EXERCISE DATA -
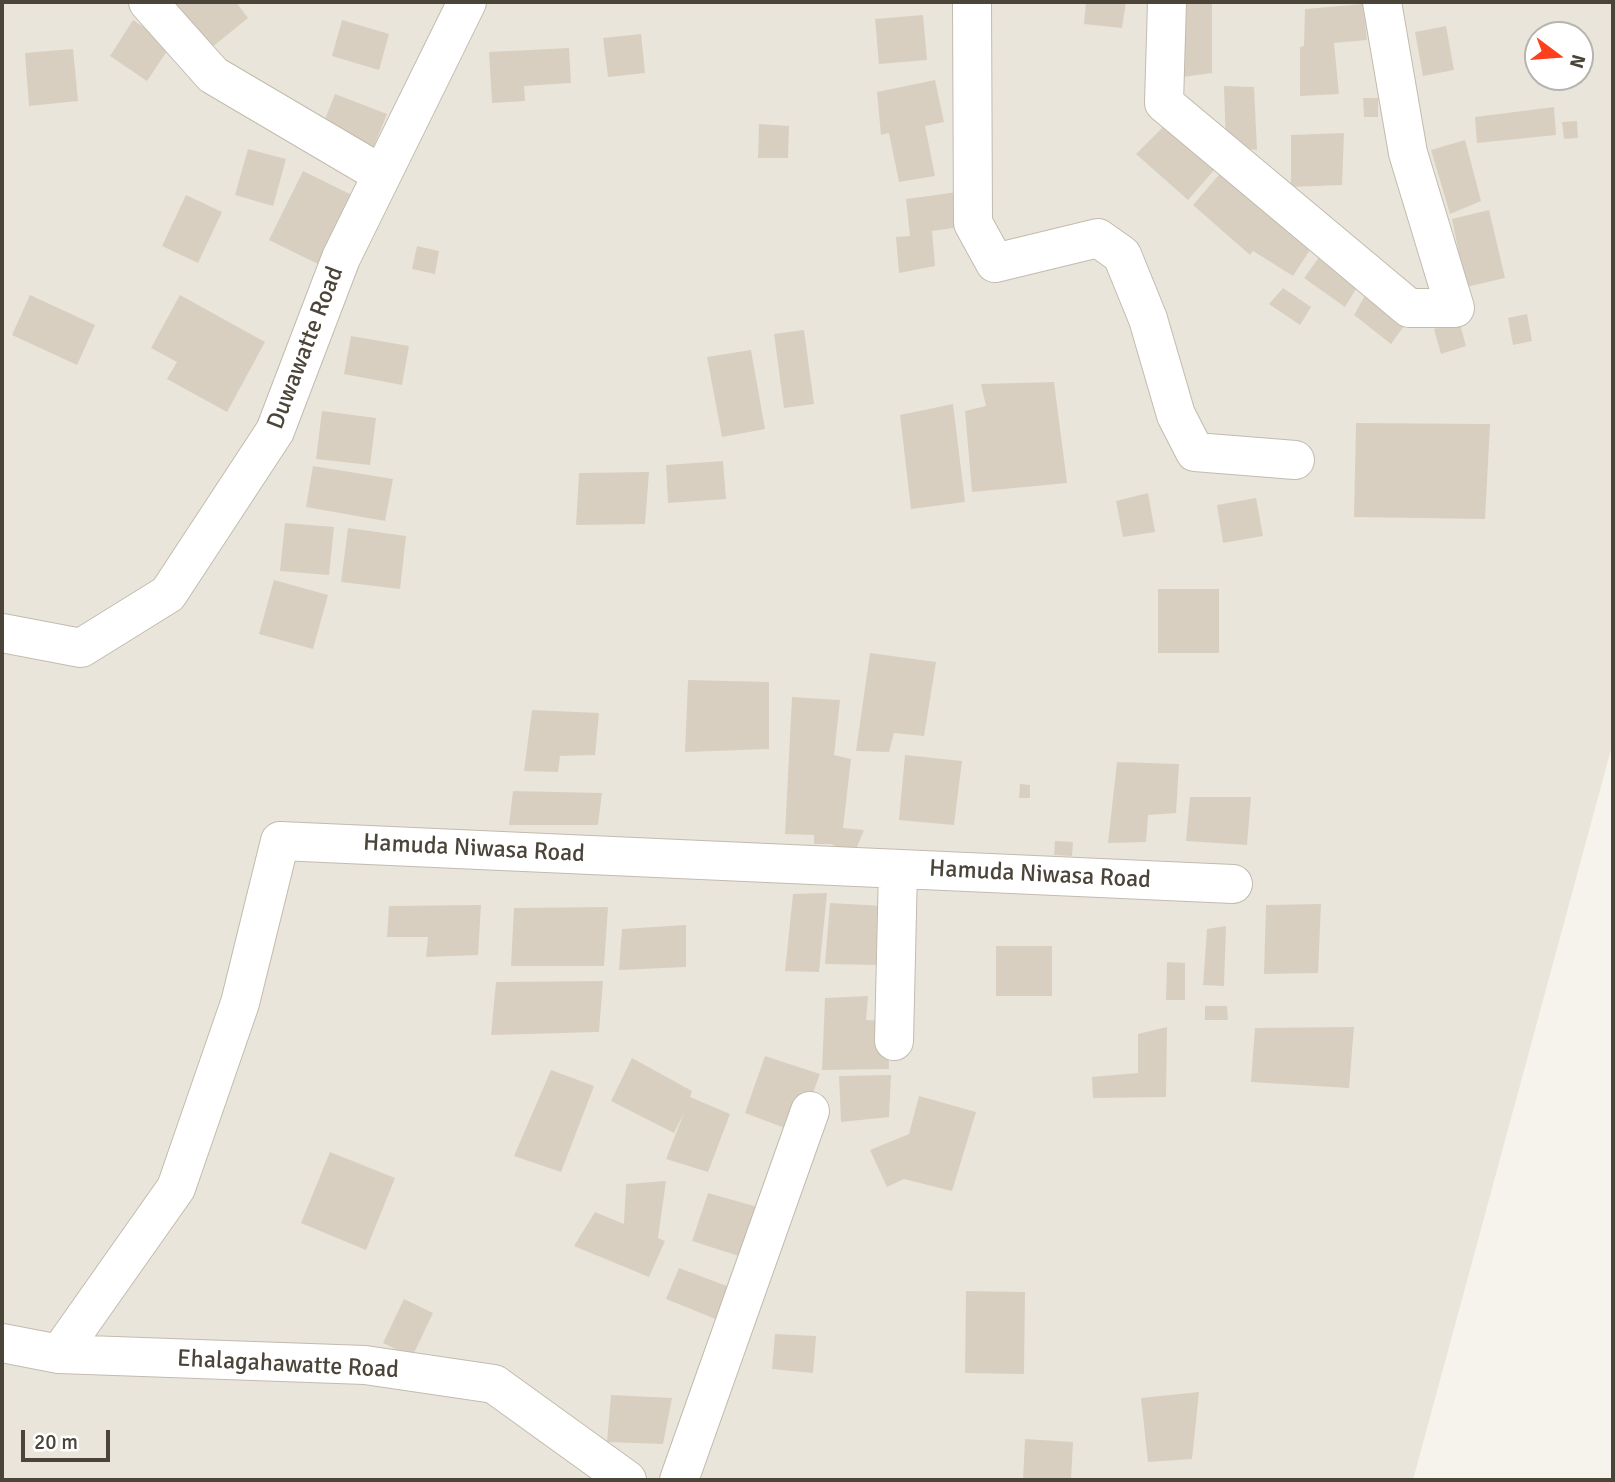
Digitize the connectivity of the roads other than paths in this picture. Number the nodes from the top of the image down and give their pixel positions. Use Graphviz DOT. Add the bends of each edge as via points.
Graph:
graph roads {
  1 [pos="148,2"];
  2 [pos="467,2"];
  3 [pos="972,2"];
  4 [pos="1167,2"];
  5 [pos="1382,2"];
  6 [pos="382,174"];
  7 [pos="1295,460"];
  8 [pos="2,633"];
  9 [pos="898,869"];
  10 [pos="1233,884"];
  11 [pos="894,1041"];
  12 [pos="810,1111"];
  13 [pos="2,1343"];
  14 [pos="59,1354"];
  15 [pos="627,1480"];
  16 [pos="679,1480"];
  1 -- 6 [label="street" via="213,75"];
  2 -- 6 [label="street, Duwawatte Road"];
  3 -- 7 [label="street" via="973,223 995,263 1098,238 1122,255 1148,319 1176,415 1195,452"];
  4 -- 5 [label="street" via="1164,103 1409,308 1455,309 1408,153"];
  6 -- 8 [label="street, Duwawatte Road" via="341,258 275,431 168,594 81,648"];
  9 -- 10 [label="street, Hamuda Niwasa Road"];
  9 -- 11 [label="street"];
  9 -- 14 [label="street, Hamuda Niwasa Road" via="280,841 240,1003 176,1188"];
  12 -- 16 [label="street"];
  13 -- 14 [label="street, Ehalagahawatte Road"];
  14 -- 15 [label="street, Ehalagahawatte Road" via="365,1365 494,1384"];
}
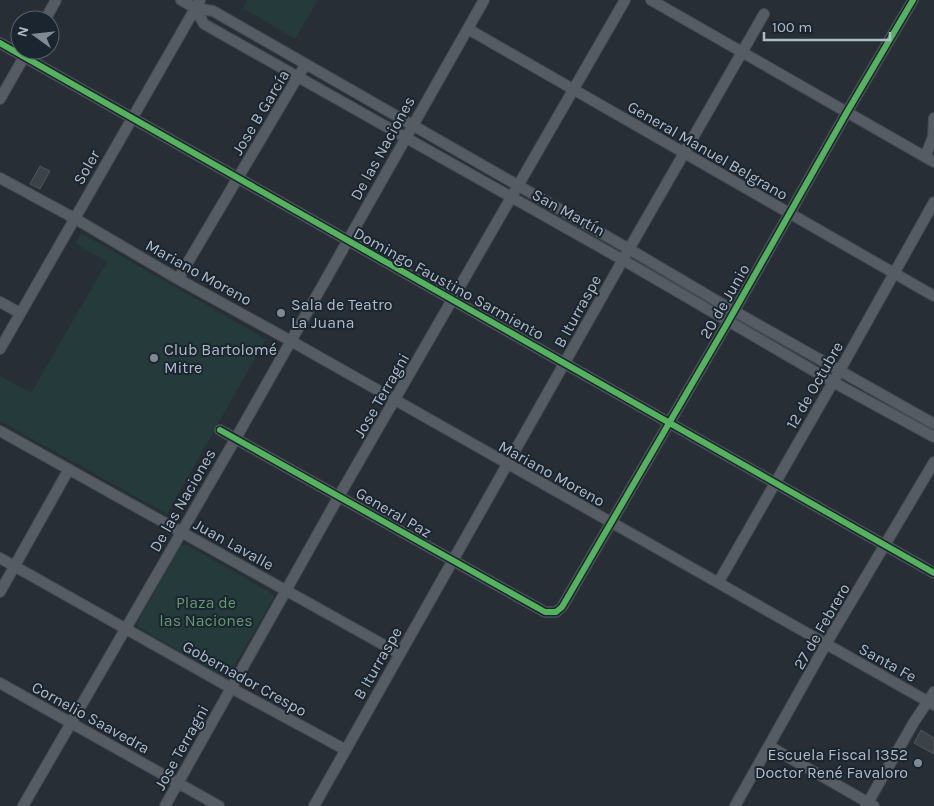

TASK DETAILS - Repeat the listing above word for word and leave its images out.

ANSWER SECTION -
Digitize the connectivity of the roads other than paths in this picture. Number the nodes from the top of the image down and give their pixel positions. Use Graphviz DOT. Add the bends of each edge as via points.
Graph:
graph roads {
  1 [pos="148,2"];
  2 [pos="467,2"];
  3 [pos="972,2"];
  4 [pos="1167,2"];
  5 [pos="1382,2"];
  6 [pos="382,174"];
  7 [pos="1295,460"];
  8 [pos="2,633"];
  9 [pos="898,869"];
  10 [pos="1233,884"];
  11 [pos="894,1041"];
  12 [pos="810,1111"];
  13 [pos="2,1343"];
  14 [pos="59,1354"];
  15 [pos="627,1480"];
  16 [pos="679,1480"];
  1 -- 6 [label="street" via="213,75"];
  2 -- 6 [label="street, Duwawatte Road"];
  3 -- 7 [label="street" via="973,223 995,263 1098,238 1122,255 1148,319 1176,415 1195,452"];
  4 -- 5 [label="street" via="1164,103 1409,308 1455,309 1408,153"];
  6 -- 8 [label="street, Duwawatte Road" via="341,258 275,431 168,594 81,648"];
  9 -- 10 [label="street, Hamuda Niwasa Road"];
  9 -- 11 [label="street"];
  9 -- 14 [label="street, Hamuda Niwasa Road" via="280,841 240,1003 176,1188"];
  12 -- 16 [label="street"];
  13 -- 14 [label="street, Ehalagahawatte Road"];
  14 -- 15 [label="street, Ehalagahawatte Road" via="365,1365 494,1384"];
}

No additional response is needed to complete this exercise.